» What you need to do: The listing is to be transcribed in full, with its images left out.

» Source material:
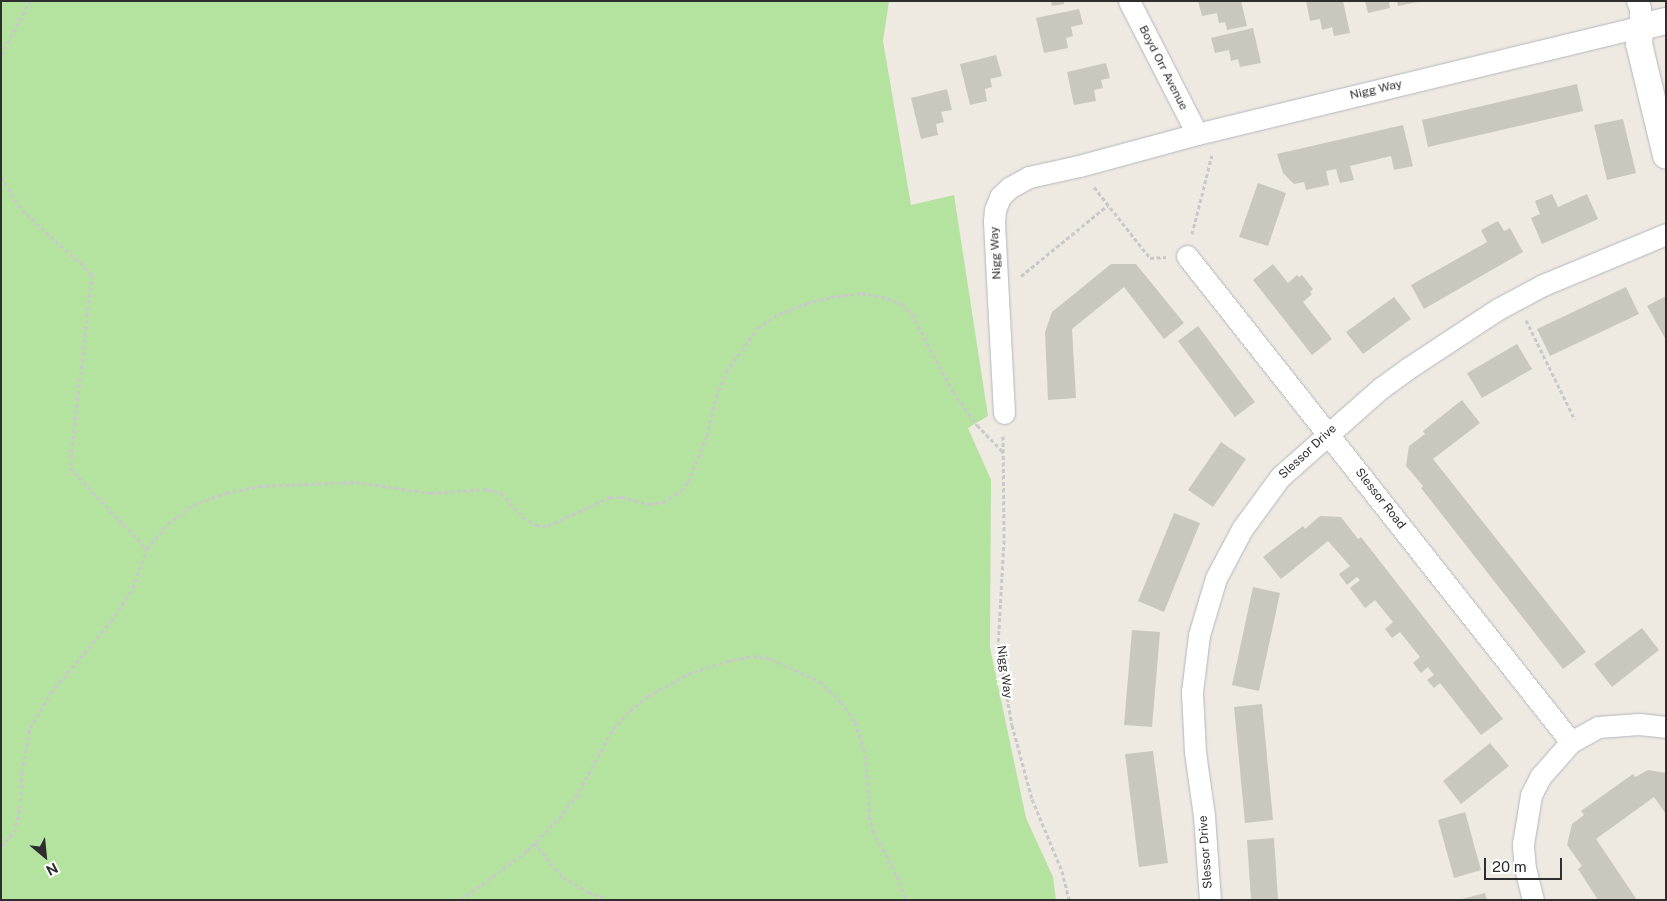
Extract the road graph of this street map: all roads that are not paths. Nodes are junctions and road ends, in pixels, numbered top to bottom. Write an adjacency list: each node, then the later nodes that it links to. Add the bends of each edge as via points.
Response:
1 (1129, 1): 5 (street, Boyd Orr Avenue)
2 (1637, 1): 4 (street)
3 (1666, 22): 4 (street, Nigg Way)
4 (1640, 27): 5 (street, Nigg Way); 6 (street, via 1639,44)
5 (1197, 134): 9 (street, Nigg Way, via 1030,177 1009,188 1000,198 994,221)
6 (1666, 156)
7 (1666, 234): 10 (street, Slessor Drive, via 1573,272 1516,300 1407,369)
8 (1187, 256): 10 (street, Slessor Road)
9 (1004, 413)
10 (1328, 433): 12 (street, Slessor Road); 13 (street, Slessor Drive, via 1280,477 1242,529 1216,578 1199,635 1192,692)
11 (1666, 726): 12 (street, via 1639,724 1598,728)
12 (1571, 742): 14 (street, via 1540,777 1525,818 1525,869)
13 (1210, 900)
14 (1533, 900)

» Result for this task:
Extract the road graph of this street map: all roads that are not paths. Nodes are junctions and road ends, in pixels, numbered top to bottom. Write an adjacency list: each node, then the later nodes that it links to. Add the bends of each edge as via points.
Response:
1 (1129, 1): 5 (street, Boyd Orr Avenue)
2 (1637, 1): 4 (street)
3 (1666, 22): 4 (street, Nigg Way)
4 (1640, 27): 5 (street, Nigg Way); 6 (street, via 1639,44)
5 (1197, 134): 9 (street, Nigg Way, via 1030,177 1009,188 1000,198 994,221)
6 (1666, 156)
7 (1666, 234): 10 (street, Slessor Drive, via 1573,272 1516,300 1407,369)
8 (1187, 256): 10 (street, Slessor Road)
9 (1004, 413)
10 (1328, 433): 12 (street, Slessor Road); 13 (street, Slessor Drive, via 1280,477 1242,529 1216,578 1199,635 1192,692)
11 (1666, 726): 12 (street, via 1639,724 1598,728)
12 (1571, 742): 14 (street, via 1540,777 1525,818 1525,869)
13 (1210, 900)
14 (1533, 900)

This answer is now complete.